Could it be standing in the way of your dream job?
Your resume is a very small thing that has to do a lot of work. It’s your entire professional life distilled into a few pages, upon which a decision is made: do you proceed to the next stage of a job application or not.
It’s your first chance to make an impression and convince someone it’s worth their time to learn more about you.
In my professional career I’ve come across hundreds of resumes, and there are three very simple mistakes candidates make that can ruin their chances.
It’s Too Long/Hard To Read
Resume (“résumé”) is the French word for “summary”, and it’s called that for a reason — it’s not your autobiography. Instead, think of it as a movie trailer — something short, snappy and to the point.
A resume is the first in a series of interactions — each one serving a different purpose. Your aim is to give enough information to pique the hiring manager’s interest so you get the opportunity to continue the conversation at an interview.
The truth is, I don’t have time to read a long, overly detailed resume. I have a pile of resumes to review and need to be able to quickly filter through to get to a shortlist. Studies show that the average time spent looking at a resume is less than 10 seconds.And so when I’m faced with a long resume, I’m immediately put off.
As a rule, your resume should be two pages at the absolute most, but one page if you can. And when I say two pages, I don’t mean packed margin to margin with 8pt font so you can cram as much in while keeping to two pages. Give it room to breathe.
A resume should only include the following:
Your name and contact details.
A brief intro statement about you (2–3 lines at most).
Your work experience — at most only list out your 5 most recent positions, and only include additional detail for the most recent 2 (or if applicable, the most relevant 2). The additional information should be limited to 3–4 short bullet points for the two roles.
Your education/qualifications — only the relevant ones, listed in bullet form.

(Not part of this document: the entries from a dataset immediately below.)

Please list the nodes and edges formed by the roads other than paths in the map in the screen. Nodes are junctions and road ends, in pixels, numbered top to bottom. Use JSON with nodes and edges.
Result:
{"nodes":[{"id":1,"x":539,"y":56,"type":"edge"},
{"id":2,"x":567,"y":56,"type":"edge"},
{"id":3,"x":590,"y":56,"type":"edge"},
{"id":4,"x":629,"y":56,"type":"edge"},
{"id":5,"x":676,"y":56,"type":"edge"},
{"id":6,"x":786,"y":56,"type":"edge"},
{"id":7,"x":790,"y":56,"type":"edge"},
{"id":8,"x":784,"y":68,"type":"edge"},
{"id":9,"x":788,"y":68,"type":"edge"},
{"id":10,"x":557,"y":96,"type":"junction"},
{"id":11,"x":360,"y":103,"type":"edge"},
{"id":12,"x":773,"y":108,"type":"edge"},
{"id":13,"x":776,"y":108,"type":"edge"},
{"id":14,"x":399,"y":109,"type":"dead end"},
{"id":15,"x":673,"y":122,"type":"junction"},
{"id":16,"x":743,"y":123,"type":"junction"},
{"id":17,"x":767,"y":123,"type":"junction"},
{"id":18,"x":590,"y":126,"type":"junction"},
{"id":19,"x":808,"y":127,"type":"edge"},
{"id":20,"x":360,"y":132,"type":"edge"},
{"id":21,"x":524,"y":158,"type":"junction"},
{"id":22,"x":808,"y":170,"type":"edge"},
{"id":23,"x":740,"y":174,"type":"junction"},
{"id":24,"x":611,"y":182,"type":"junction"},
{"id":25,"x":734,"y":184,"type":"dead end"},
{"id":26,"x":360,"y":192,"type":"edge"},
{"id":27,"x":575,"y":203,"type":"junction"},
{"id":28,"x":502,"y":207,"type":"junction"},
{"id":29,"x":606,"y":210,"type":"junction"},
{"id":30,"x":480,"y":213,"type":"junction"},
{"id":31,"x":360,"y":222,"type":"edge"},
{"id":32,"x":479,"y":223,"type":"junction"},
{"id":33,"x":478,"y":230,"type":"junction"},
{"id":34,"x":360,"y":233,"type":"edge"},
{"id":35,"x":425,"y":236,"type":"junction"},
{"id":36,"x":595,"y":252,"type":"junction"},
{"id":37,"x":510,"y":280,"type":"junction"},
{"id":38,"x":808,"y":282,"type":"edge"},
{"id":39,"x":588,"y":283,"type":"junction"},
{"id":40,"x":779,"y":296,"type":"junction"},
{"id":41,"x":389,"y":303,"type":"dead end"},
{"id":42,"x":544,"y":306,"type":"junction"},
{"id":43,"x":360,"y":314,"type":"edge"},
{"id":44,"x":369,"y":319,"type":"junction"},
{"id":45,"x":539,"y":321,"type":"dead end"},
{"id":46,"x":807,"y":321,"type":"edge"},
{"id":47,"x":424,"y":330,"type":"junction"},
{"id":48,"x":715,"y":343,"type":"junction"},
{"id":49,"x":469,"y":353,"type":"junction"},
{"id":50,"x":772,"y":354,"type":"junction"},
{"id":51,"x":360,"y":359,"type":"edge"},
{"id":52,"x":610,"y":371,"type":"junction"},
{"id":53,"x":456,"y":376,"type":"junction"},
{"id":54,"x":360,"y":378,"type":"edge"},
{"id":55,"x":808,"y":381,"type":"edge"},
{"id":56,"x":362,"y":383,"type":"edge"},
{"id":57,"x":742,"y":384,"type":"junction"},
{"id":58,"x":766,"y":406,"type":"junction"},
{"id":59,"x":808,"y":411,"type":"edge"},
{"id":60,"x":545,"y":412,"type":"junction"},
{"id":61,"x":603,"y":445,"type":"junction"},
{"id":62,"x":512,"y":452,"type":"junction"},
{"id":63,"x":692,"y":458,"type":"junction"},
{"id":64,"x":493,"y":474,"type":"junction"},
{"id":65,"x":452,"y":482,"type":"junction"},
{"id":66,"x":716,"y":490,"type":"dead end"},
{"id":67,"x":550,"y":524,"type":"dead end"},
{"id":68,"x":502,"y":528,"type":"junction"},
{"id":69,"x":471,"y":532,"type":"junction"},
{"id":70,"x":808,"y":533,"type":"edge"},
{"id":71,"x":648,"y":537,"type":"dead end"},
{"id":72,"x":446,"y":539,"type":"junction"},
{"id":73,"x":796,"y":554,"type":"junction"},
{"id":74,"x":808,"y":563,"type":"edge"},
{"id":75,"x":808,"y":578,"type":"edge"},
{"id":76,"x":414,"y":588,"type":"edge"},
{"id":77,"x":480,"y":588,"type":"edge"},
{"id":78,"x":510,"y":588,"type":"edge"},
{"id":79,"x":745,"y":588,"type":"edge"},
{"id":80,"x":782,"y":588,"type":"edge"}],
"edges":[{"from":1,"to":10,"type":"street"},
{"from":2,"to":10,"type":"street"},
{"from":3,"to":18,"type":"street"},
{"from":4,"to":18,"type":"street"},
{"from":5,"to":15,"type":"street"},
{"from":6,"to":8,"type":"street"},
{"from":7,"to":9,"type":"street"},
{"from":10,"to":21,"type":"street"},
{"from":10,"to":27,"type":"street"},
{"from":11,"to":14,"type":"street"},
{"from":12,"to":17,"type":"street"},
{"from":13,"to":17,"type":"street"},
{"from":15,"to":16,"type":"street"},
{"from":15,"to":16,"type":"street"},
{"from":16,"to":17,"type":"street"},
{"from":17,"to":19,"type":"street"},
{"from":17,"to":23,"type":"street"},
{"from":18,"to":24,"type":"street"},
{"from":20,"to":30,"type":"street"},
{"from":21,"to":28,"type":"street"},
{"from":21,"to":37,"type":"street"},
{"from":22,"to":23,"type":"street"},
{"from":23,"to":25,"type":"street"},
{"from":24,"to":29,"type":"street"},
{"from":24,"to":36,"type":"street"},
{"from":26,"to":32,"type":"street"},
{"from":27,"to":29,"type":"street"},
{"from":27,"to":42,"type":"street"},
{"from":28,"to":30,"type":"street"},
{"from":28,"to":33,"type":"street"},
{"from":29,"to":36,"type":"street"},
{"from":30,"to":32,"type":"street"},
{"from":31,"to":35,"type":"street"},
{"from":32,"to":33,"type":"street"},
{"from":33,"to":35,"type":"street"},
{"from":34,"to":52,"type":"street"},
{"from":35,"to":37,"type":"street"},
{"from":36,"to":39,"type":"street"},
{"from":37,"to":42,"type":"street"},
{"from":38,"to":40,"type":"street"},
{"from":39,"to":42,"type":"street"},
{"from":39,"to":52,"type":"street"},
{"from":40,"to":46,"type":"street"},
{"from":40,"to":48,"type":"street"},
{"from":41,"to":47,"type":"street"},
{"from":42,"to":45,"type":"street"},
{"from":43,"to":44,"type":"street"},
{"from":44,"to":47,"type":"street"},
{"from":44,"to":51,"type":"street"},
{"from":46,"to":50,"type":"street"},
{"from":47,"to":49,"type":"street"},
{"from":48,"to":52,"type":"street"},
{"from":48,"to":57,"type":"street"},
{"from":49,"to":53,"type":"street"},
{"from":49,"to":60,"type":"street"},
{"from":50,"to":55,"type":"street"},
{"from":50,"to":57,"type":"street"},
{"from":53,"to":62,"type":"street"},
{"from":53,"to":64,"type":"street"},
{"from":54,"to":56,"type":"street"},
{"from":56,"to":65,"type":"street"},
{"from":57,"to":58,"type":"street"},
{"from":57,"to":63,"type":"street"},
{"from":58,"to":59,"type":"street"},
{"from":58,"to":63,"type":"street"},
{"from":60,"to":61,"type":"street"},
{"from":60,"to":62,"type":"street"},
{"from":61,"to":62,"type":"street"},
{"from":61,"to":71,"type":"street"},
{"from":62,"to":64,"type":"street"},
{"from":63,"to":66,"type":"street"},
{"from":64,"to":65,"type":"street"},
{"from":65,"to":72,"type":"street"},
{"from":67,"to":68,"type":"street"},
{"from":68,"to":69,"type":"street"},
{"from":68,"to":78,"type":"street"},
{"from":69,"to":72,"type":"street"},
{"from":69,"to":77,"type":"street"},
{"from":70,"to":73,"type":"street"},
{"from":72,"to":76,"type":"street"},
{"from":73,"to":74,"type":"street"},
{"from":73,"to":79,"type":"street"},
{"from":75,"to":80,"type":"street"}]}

I personally don’t like to see a list of skills as a separate section — it’s much more impactful to see them in the context of how you applied them in your previous roles. I also don’t need to see your hobbies and interests — I’ll find that out in the interview.
The design and layout of your resume is also important. Don’t make me hunt for information. Use headings, subheadings, bullet points and formatting (sparingly) to make it easy for me to know what I’m reading and find the information I need.
You don’t need to be a pro at design to do this — there are hundreds of free resume templates available, including in Microsoft Word and Google Docs. There is no shame in using these if the end result is a clean, elegant and effective resume.
Here’s a visual example of what I’ve described above, using a Google Docs template:
It’s Not Relevant To The Job
Your resume isn’t just about what you’ve done; it’s also about how this is relevant to the position you’re applying for. Rather than just listing out your previous job descriptions, show how these tasks, skills and experience are applicable to this role. Don’t be shy — spell it out!
It’s very obvious when a candidate has one resume that they use for every job application. Your resume needs to sell yourself as the solution to the hiring manager’s problem; a generic resume cannot do this. You don’t need to re-write it entirely — the core of the resume is still you. Instead, highlight the most relevant parts of your experience that directly addresses what I’m looking for.
This approach is particularly helpful if you’re applying for a role where you haven’t got direct experience, but have the right transferable skills.
Start with the details in the job ad. This is the wish list of the hiring manager. Your resume needs to demonstrate, with examples, that you meet the requirements.
Often job descriptions will list out a dozen or more skills — so you need to be strategic in what you include. Here are a few tips:
The requirements of the job are usually listed in order of importance, so if you’re struggling to prioritize, focus on the ones listed first.
Where possible, try to cover similar requirements in a single bullet e.g. telephone skills, customer service and multi-tasking for a client facing position.
For any of your skills that don’t make the cut, make a note of these and cover them in your interview.
If you don’t have a specific skill they’re looking for that seems key to the role, demonstrate that you’re willing to learn and can acquire and apply new skills quickly.
The final mistake many candidates make is being vague in the information they include. I think this often comes from a place of not wanting to seem cocky or overconfident — but this isn’t the time to be humble.
Use active language — be clear and direct about exactly what you did. Remove the word ‘ensure’ from your resume — it implies a passive role in the process. Words like delivered, coordinated, simplified etc. show an ownership of the role and the tasks performed.
It’s also important to talk about the impact of your work, in real terms. This means results. Say what you did, how you did it, and the impact it had. Because ultimately nothing matters if there’s no impact.
If you changed a process, did it save time? Save mistakes? Improve quality?
If you delivered a project, was it on budget? Was it on time? What were the success metrics for the project and what did you achieve?
Don’t be modest, but be truthful and fair. If you achieved the result as part of a team, say so, but also talk about your impact on the work. This demonstrates softer skills like teamwork and honesty.
Your resume is you, in document form. It has to speak for you and make a good enough impression to convince someone to take the time to meet with you and want to learn more about you.
You need to stand out among the hundreds of other candidates, and demonstrate that you not only have the skills to perform the job but are a perfect fit for the team and the organisation.
Keep it short, make it relevant, and focus on results. Good luck!